A lo largo de la estancia en el santuario, además de los rinocerontes, el sonido de los pájaros, el ruido de las hojas y los pasos de los visitantes sobre una tierra húmeda fueron los protagonistas. También lo fue la manera en la que los rangers se comunicaban con estos animales. Un silbido elegante era el canal de comunicación entre ambos.

«La ‘mujer’ del rinoceronte está contenta. El macho ha venido», indicaba Mark, el experto local que acompaña y guía a la expedición Tahina-Can durante su estancia en Uganda.

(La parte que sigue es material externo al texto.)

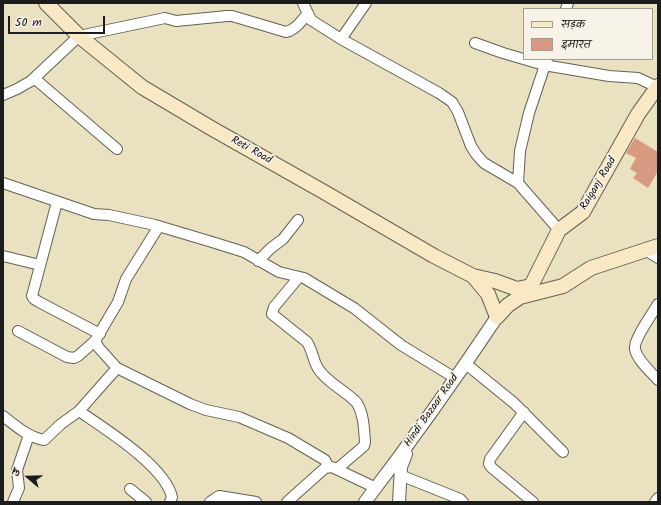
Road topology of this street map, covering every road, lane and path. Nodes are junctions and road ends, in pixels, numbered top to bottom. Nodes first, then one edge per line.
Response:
1 (46, 3) edge
2 (303, 3) edge
3 (366, 3) edge
4 (308, 13) junction
5 (79, 36) junction
6 (341, 39) junction
7 (475, 43) dead end
8 (523, 57) edge
9 (546, 62) edge
10 (34, 78) junction
11 (656, 91) edge
12 (3, 95) edge
13 (117, 149) dead end
14 (3, 183) edge
15 (518, 183) junction
16 (57, 202) junction
17 (298, 220) dead end
18 (159, 226) junction
19 (559, 230) junction
20 (651, 248) edge
21 (3, 256) edge
22 (658, 258) edge
23 (258, 261) junction
24 (40, 266) junction
25 (473, 276) junction
26 (299, 277) junction
27 (519, 293) junction
28 (658, 304) edge
29 (496, 317) junction
30 (18, 331) dead end
31 (98, 338) junction
32 (466, 364) junction
33 (117, 368) junction
34 (455, 378) junction
35 (658, 380) edge
36 (79, 411) junction
37 (524, 412) junction
38 (3, 416) edge
39 (29, 435) junction
40 (411, 441) junction
41 (563, 452) dead end
42 (333, 468) junction
43 (400, 475) junction
44 (376, 488) junction
45 (130, 489) dead end
46 (658, 498) edge
47 (13, 502) edge
48 (146, 502) edge
49 (170, 502) edge
50 (210, 502) edge
51 (256, 502) edge
52 (287, 502) edge
53 (365, 502) edge
54 (399, 502) edge
55 (463, 502) edge
56 (533, 502) edge
57 (655, 502) edge

1 - 5 main road, Reti Road
2 - 4 street
3 - 6 street
4 - 5 street
4 - 6 street
5 - 10 street
5 - 25 main road, Reti Road
6 - 15 street
7 - 8 street
9 - 11 street
9 - 15 street
10 - 12 street
10 - 13 street
11 - 19 main road, Raiganj Road
14 - 16 street
15 - 19 street
16 - 18 street
16 - 24 street
17 - 23 street
18 - 23 street
18 - 31 street
19 - 27 main road, Raiganj Road
20 - 22 street
20 - 27 main road
21 - 24 street
23 - 26 street
24 - 31 street
25 - 27 main road
25 - 29 main road
26 - 34 street
26 - 42 street
27 - 29 main road
28 - 35 street
29 - 32 street, Hindi Bazaar Road
30 - 31 street
31 - 33 street
32 - 34 street, Hindi Bazaar Road
32 - 37 street
33 - 36 street
33 - 42 street
34 - 40 street, Hindi Bazaar Road
36 - 39 street
36 - 49 street
37 - 41 street
37 - 56 street
38 - 39 street
39 - 47 street
40 - 43 street
40 - 44 street, Hindi Bazaar Road
42 - 44 street
42 - 52 street
43 - 54 street
43 - 55 street
44 - 53 street, Hindi Bazaar Road
45 - 48 street
46 - 57 street
50 - 51 street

Mientras, un bufido se escuchaba: dos rinocerontes, que paseaban por delante de los expedicionarios, tuvieron un encuentro. El click click de las cámaras de fotos acompañaba la situación. El objetivo, inmortalizar el momento.

Un almuerzo, unas horas en el camión y la lluvia. Después, al hotel en el que el grupo iba a pasar la noche. La jornada aún no finalizaba: faltaba visitar Masindi, la ciudad donde se encontraba el hotel.

Calles marrones rodeadas de verde dibujaban la escena. El caos se apoderaba de las carreteras de Masindi. Motocicletas, coches y bicicletas circulaban por el lado izquierdo de la vía, ocupaban todo el lugar y lo recorrían con prisa. A los laterales de la calle, pequeños puestos de comida, almacenes, casas donde la ropa tendida casi impedía localizar la entrada del hogar o, incluso, una peluquería.

El ambiente lo acompañaban muchos niños que parecían tener entre 6 y 12 años. Uno de ellos agarró de la mano a una niña más joven. Ninguno de los dos aparentaba más de 10 años. Cruzaron la calle saludando. Tras esto, se colocaron detrás de un pequeño puesto de comida en el que había más niños de su edad.

Un poco más lejos de ellos, se situaban dos niños de unos 10 años que eran prácticamente de la misma estatura. Delante de ellos había dos cubos, quizá con algo de comida para vender: no se distinguía bien. Pero sonreían y, risueños, elevaban las manos para saludar. La jornada estaba a punto de terminar, pero en las calles, el ambiente seguía igual de vivo que cuando el reloj aún no marcaba las cinco de la mañana.